Aku memandang lurus-lurus, tepat ke arah Pak Ditya yang tengah memberikan materi di depan kelas. Bukan berarti aku memperhatikan materinya, tapi aku memperhatikan orang yang menjelaskan. Kata-kata Bia kemarin terngiang-ngiang di kepalaku. Jadi aku penasaran, makanya aku memilih duduk paling depan.

Pak Ditya tinggi, kakinya panjang, rambutnya hitam--sangat hitam. Sedikit berantakan, mungkin dia tidak sempat merapikannya sebelum berangkat mengajar. Rambut depannya bahkan hampir menutup matanya, sepertinya dia butuh potong rambut. Punggungnya lebar, lehernya cukup jenjang. Ketika dia berbalik, aku bisa menatap wajahnya. Dari bibirnya yang--cukup mengejutkan--berwarna merah, pasti dia tidak merokok. Tulang hidungnya cukup tinggi, aku bisa mengerti mengapa banyak yang menyukainya. Lalu matanya, kupikir aku suka matanya, warnanya cokelat cantik dan memandangku dengan tajam.

Tunggu! Memandangku?

Tersentak, aku duduk dengan tegak, kemudian memasang senyum canggung yang takut-takut. Sejak kapan dia memperhatikan ku? "Ya, Pak?" Tanyaku.

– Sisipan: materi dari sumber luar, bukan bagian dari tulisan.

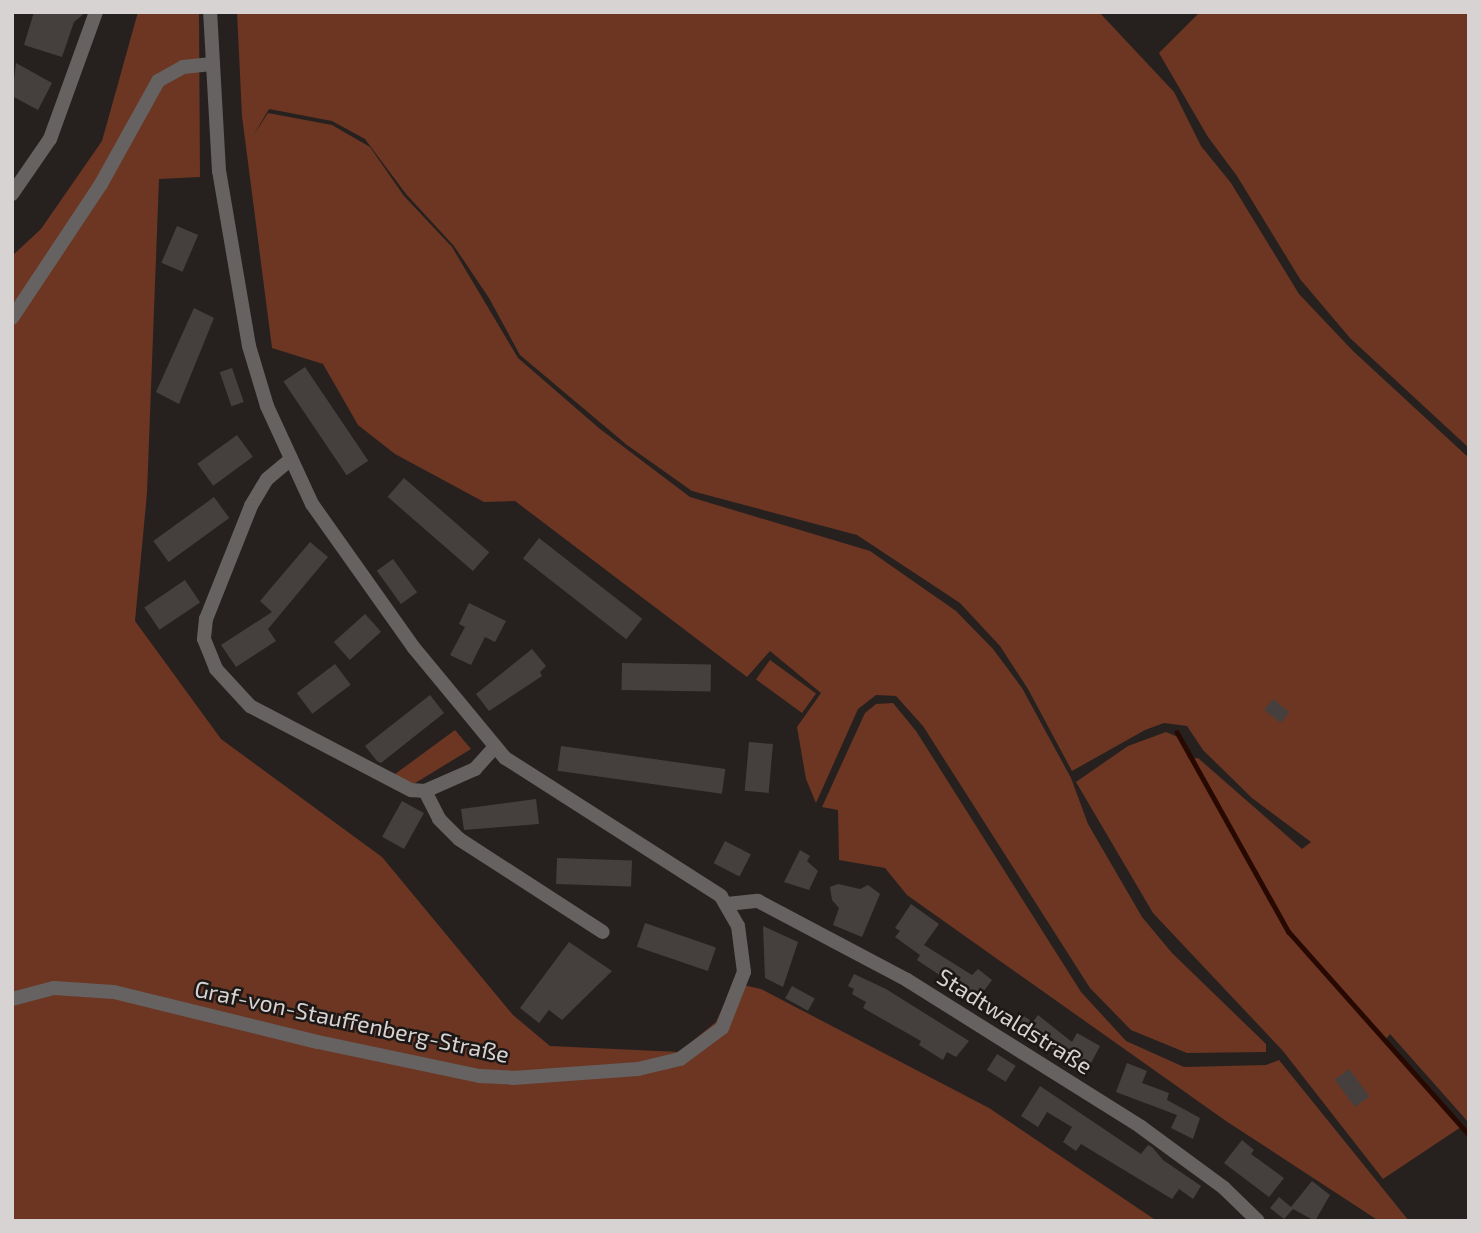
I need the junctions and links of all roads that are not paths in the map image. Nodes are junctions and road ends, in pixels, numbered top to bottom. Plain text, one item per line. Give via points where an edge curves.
1 (96, 12) edge
2 (210, 12) edge
3 (212, 64) junction
4 (12, 194) edge
5 (12, 318) edge
6 (291, 459) junction
7 (495, 747) junction
8 (425, 791) junction
9 (727, 904) junction
10 (603, 932) dead end
11 (12, 999) edge
12 (1258, 1221) edge

1 - 4 street via 50,139
2 - 3 street
3 - 5 street via 183,67 158,81 101,184
3 - 6 street via 219,171 235,278 252,358
6 - 7 street via 312,504 376,598
6 - 8 street via 267,479 251,506 206,620 206,646 216,669 250,706 395,785
7 - 8 street via 475,769
7 - 9 street via 522,772 674,864
8 - 10 street via 439,818 459,839
9 - 11 street, Graf-von-Stauffenberg-Straße via 745,954 728,1020 703,1046 680,1059 638,1069 493,1077 318,1042 114,992 54,988
9 - 12 street, Stadtwaldstraße via 758,901 907,979 1141,1126 1224,1188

Pak Ditya menatapku dengan dingin. Matanya tepat memandang mataku, dan itu membuatku tak nyaman. "Kamu boleh keluar kalau menurut kamu pelajaran saya membosankan." Ucap Pak Ditya, melipat lengan di dadanya.

Aku melirik ke kiri dan kanan, entah sejak kapan, ternyata aku sudah menjadi tontonan. Kembali menatap Pak Ditya, aku memasang wajah paling polos yang bisa kulakukan. "Maaf, Pak, saya agak kurang tidur tadi malam, jadi konsentrasi saya sedikit terpecah." Aku menunduk, biar terlihat merasa bersalah. "Saya tidak akan ulangi lagi." Tambahku.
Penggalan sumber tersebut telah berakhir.